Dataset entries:
-- Opening Marker --

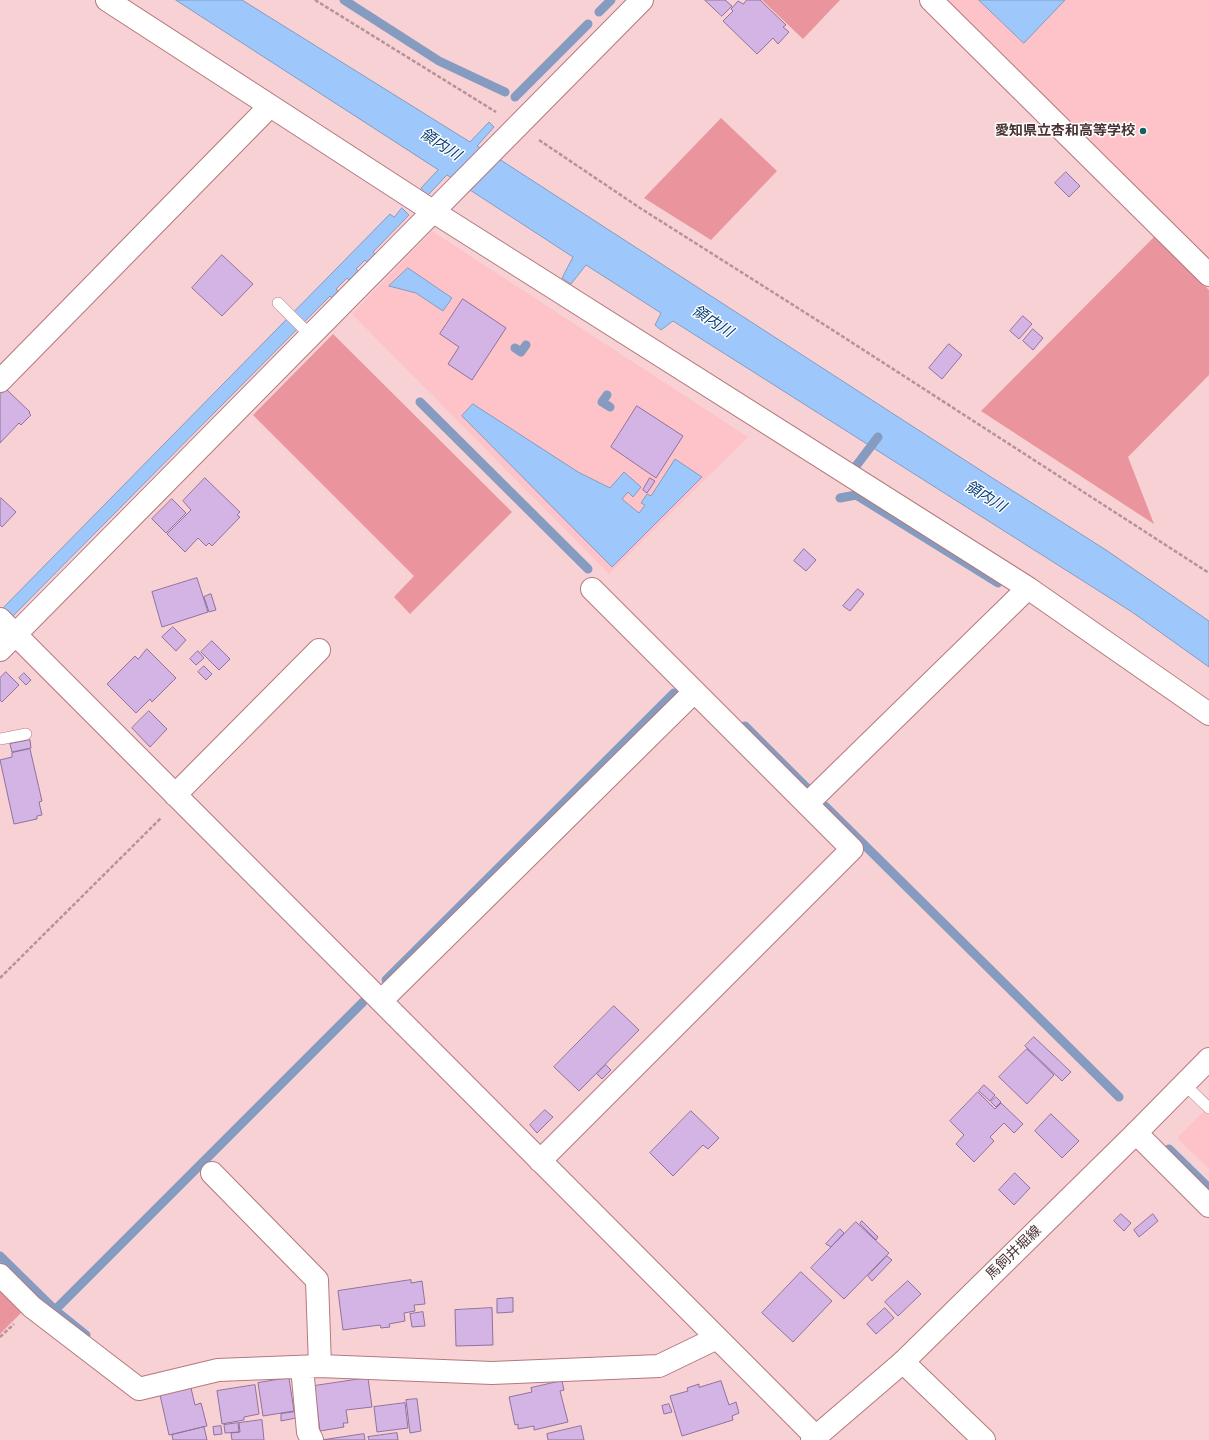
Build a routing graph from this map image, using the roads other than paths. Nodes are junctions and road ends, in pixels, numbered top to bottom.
1 (107, 0) edge
2 (642, 0) edge
3 (931, 0) edge
4 (270, 106) junction
5 (435, 210) junction
6 (1209, 275) edge
7 (278, 302) dead end
8 (308, 332) junction
9 (0, 381) edge
10 (1028, 588) junction
11 (592, 589) dead end
12 (9, 628) edge
13 (0, 650) edge
14 (319, 650) dead end
15 (694, 692) junction
16 (1209, 714) edge
17 (26, 734) dead end
18 (0, 739) edge
19 (177, 797) junction
20 (807, 804) junction
21 (381, 1002) junction
22 (1209, 1059) edge
23 (1184, 1084) junction
24 (1209, 1108) edge
25 (1136, 1133) junction
26 (540, 1161) junction
27 (212, 1173) dead end
28 (1209, 1206) edge
29 (0, 1275) edge
30 (717, 1338) junction
31 (903, 1362) junction
32 (311, 1367) junction
33 (814, 1438) edge
34 (312, 1440) edge
35 (984, 1440) edge

1 - 4 street
2 - 5 street
3 - 6 street
4 - 5 street
4 - 9 street
5 - 8 street
5 - 10 street
7 - 8 lane
8 - 12 street
10 - 16 street
10 - 20 street
11 - 15 street
12 - 13 street
12 - 19 street
14 - 19 street
15 - 20 street
15 - 21 street
17 - 18 lane
19 - 21 street
20 - 26 street
21 - 26 street
22 - 23 street, 馬飼井堀線
23 - 24 lane
23 - 25 street, 馬飼井堀線
25 - 28 street
25 - 31 street, 馬飼井堀線
26 - 30 street
27 - 32 street
29 - 32 street
30 - 32 street
30 - 33 street
31 - 33 street, 馬飼井堀線
31 - 35 street
32 - 34 street

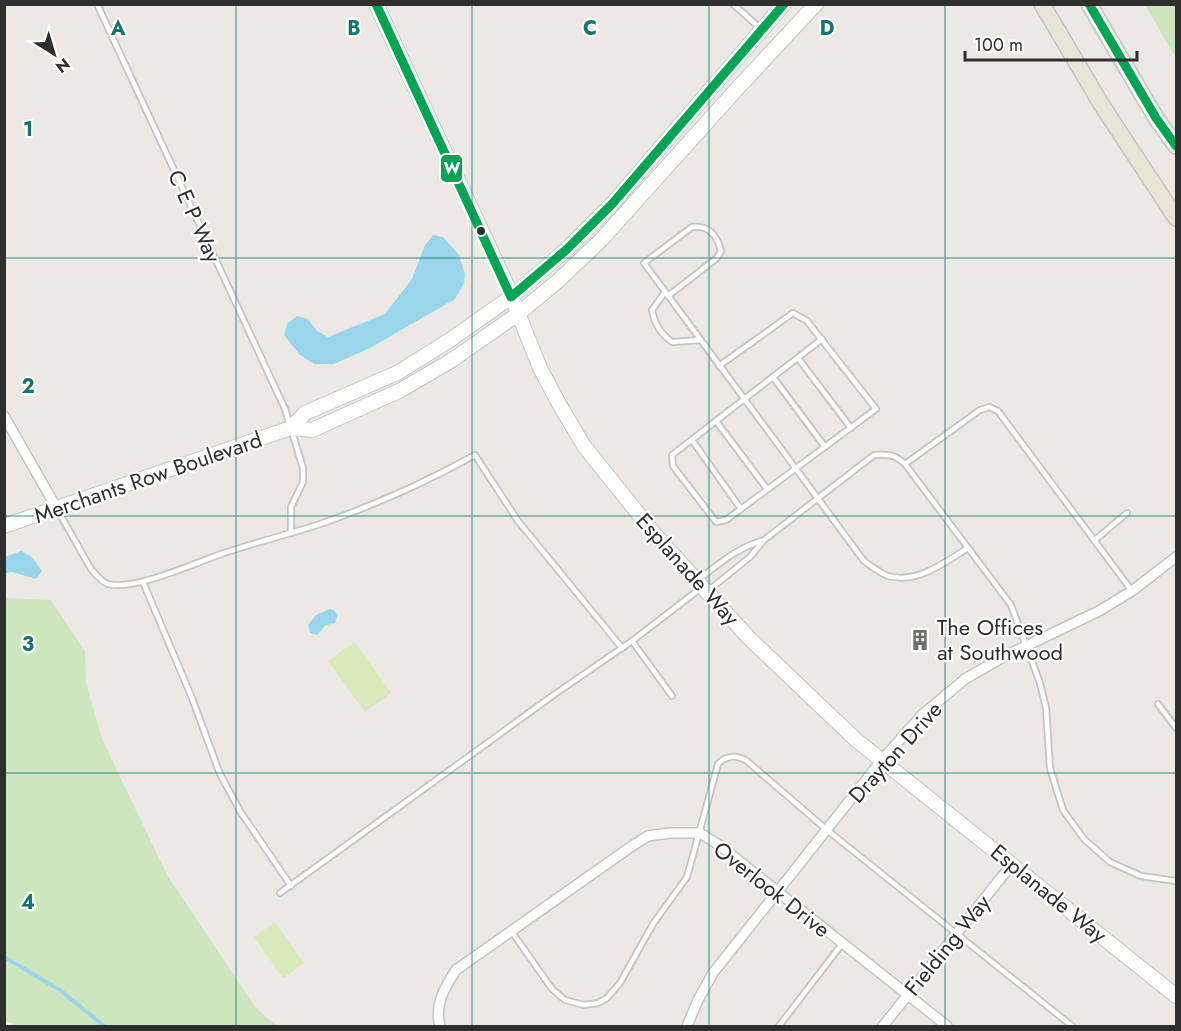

-- Closing Marker --

> **ABOUT THIS TASK**
Without including a single picture, restate all of the data word for word.

> **TASK RESPONSE**
Build a routing graph from this map image, using the roads other than paths. Nodes are junctions and road ends, in pixels, numbered top to bottom.
1 (107, 0) edge
2 (642, 0) edge
3 (931, 0) edge
4 (270, 106) junction
5 (435, 210) junction
6 (1209, 275) edge
7 (278, 302) dead end
8 (308, 332) junction
9 (0, 381) edge
10 (1028, 588) junction
11 (592, 589) dead end
12 (9, 628) edge
13 (0, 650) edge
14 (319, 650) dead end
15 (694, 692) junction
16 (1209, 714) edge
17 (26, 734) dead end
18 (0, 739) edge
19 (177, 797) junction
20 (807, 804) junction
21 (381, 1002) junction
22 (1209, 1059) edge
23 (1184, 1084) junction
24 (1209, 1108) edge
25 (1136, 1133) junction
26 (540, 1161) junction
27 (212, 1173) dead end
28 (1209, 1206) edge
29 (0, 1275) edge
30 (717, 1338) junction
31 (903, 1362) junction
32 (311, 1367) junction
33 (814, 1438) edge
34 (312, 1440) edge
35 (984, 1440) edge

1 - 4 street
2 - 5 street
3 - 6 street
4 - 5 street
4 - 9 street
5 - 8 street
5 - 10 street
7 - 8 lane
8 - 12 street
10 - 16 street
10 - 20 street
11 - 15 street
12 - 13 street
12 - 19 street
14 - 19 street
15 - 20 street
15 - 21 street
17 - 18 lane
19 - 21 street
20 - 26 street
21 - 26 street
22 - 23 street, 馬飼井堀線
23 - 24 lane
23 - 25 street, 馬飼井堀線
25 - 28 street
25 - 31 street, 馬飼井堀線
26 - 30 street
27 - 32 street
29 - 32 street
30 - 32 street
30 - 33 street
31 - 33 street, 馬飼井堀線
31 - 35 street
32 - 34 street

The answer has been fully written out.